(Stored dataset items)

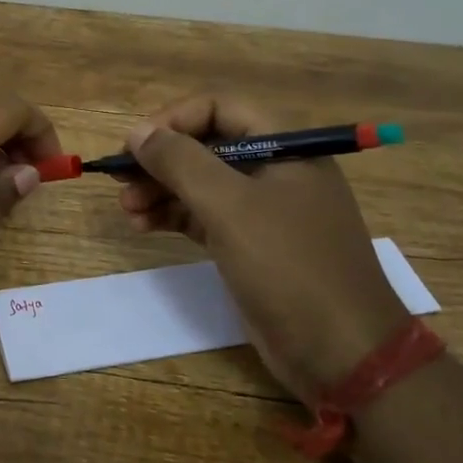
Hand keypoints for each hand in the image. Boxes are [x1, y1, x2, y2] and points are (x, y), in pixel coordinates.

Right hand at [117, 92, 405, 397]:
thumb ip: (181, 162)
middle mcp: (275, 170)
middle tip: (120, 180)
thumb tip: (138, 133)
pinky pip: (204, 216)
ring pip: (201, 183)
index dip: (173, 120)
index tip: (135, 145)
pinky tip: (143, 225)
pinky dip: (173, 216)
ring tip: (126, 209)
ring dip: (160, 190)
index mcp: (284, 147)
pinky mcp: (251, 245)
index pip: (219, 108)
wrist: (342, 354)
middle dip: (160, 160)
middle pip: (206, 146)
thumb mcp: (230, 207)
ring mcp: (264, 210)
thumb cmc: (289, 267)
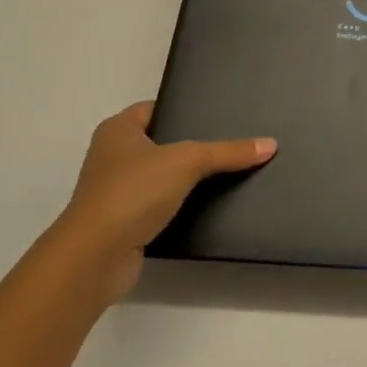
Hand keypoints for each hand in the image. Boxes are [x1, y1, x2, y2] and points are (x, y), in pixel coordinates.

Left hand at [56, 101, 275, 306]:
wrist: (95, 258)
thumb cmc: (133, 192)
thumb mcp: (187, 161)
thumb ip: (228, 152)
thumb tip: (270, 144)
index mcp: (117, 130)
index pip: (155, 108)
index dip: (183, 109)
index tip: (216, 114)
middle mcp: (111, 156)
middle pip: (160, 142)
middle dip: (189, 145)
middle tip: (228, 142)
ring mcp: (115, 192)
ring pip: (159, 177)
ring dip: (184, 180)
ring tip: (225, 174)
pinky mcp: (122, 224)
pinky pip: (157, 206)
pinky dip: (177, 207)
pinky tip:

...

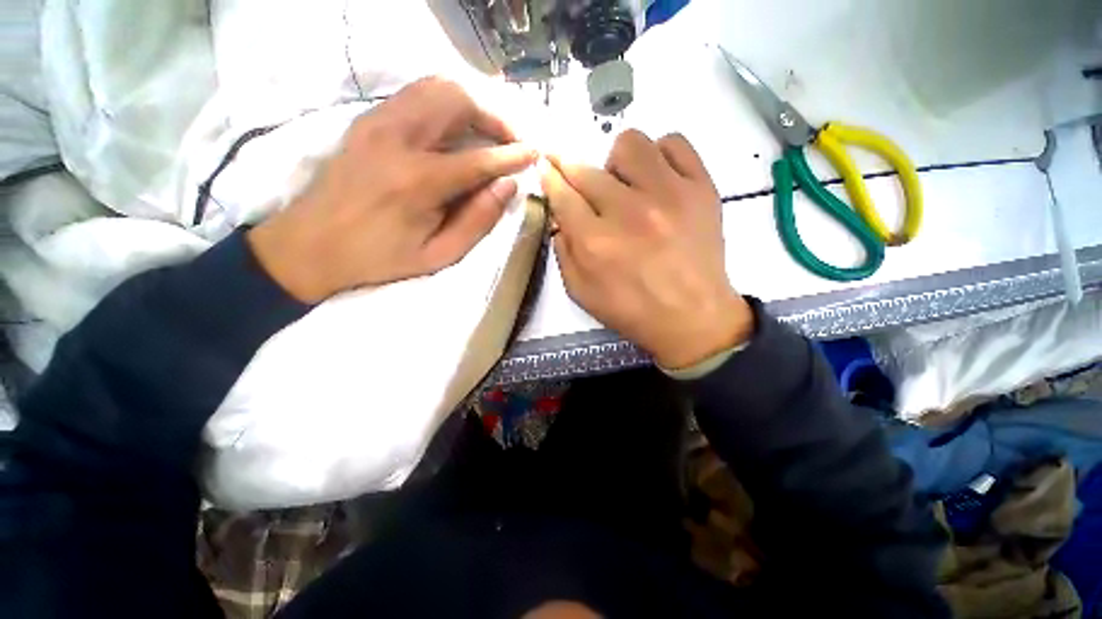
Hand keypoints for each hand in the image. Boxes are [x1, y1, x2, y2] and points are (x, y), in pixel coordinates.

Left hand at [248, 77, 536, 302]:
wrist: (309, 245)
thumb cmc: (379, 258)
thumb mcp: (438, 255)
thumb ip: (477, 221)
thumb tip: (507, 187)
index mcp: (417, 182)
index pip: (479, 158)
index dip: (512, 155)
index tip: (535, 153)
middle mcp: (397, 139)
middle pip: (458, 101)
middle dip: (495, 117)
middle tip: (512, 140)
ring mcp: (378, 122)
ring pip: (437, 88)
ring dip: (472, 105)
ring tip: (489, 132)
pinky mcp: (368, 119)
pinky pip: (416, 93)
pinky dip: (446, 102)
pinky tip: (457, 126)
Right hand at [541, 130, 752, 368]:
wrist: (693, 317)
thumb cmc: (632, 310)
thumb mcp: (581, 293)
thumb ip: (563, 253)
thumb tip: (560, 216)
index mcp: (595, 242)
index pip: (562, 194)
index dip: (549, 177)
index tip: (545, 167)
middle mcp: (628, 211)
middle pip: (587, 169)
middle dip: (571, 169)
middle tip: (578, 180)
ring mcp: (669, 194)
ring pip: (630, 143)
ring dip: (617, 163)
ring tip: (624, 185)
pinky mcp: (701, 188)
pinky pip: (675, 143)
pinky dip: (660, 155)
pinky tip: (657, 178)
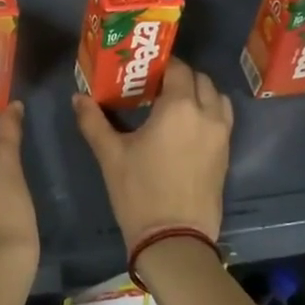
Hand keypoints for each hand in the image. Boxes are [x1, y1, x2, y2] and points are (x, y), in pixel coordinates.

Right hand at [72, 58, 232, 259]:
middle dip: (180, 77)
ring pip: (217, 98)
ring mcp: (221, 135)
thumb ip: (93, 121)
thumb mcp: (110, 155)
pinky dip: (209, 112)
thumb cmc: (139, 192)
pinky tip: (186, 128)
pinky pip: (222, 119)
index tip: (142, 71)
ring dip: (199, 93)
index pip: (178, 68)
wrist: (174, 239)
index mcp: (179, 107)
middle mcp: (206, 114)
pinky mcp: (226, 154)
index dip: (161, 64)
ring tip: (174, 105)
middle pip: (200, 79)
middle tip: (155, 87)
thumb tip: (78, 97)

*EXERCISE*: Above are the records; copy from them only the lines starting at the one containing "index pip: (562, 194)" and ending at the one containing "thumb tip: (78, 97)", exactly and without pictures.

*SOLUTION TO THE PROBLEM*:
index pip: (562, 194)
index dip: (549, 177)
index tip: (545, 167)
middle mcp: (628, 211)
middle pip: (587, 169)
middle dip: (571, 169)
middle tip: (578, 180)
ring mcp: (669, 194)
ring pip: (630, 143)
ring dip: (617, 163)
ring tip: (624, 185)
pinky mcp: (701, 188)
pinky pip: (675, 143)
pinky dip: (660, 155)
pinky tip: (657, 178)
Hand keypoints for each hand in the image. Boxes are [x1, y1, x2, y2] and points are (x, y), in pixel coordinates.

Right hand at [72, 58, 232, 259]:
middle dip: (180, 77)
ring pip: (217, 98)
ring mcp: (221, 135)
thumb ip: (93, 121)
thumb mcp: (110, 155)
pinky dip: (209, 112)
thumb cmc: (139, 192)
pinky tip: (186, 128)
pinky pip: (222, 119)
index tip: (142, 71)
ring dip: (199, 93)
index pip: (178, 68)
wrist: (174, 239)
index mcp: (179, 107)
middle mcp: (206, 114)
pinky mcp: (226, 154)
index dip: (161, 64)
ring tip: (174, 105)
middle pip: (200, 79)
middle tip: (155, 87)
thumb tip: (78, 97)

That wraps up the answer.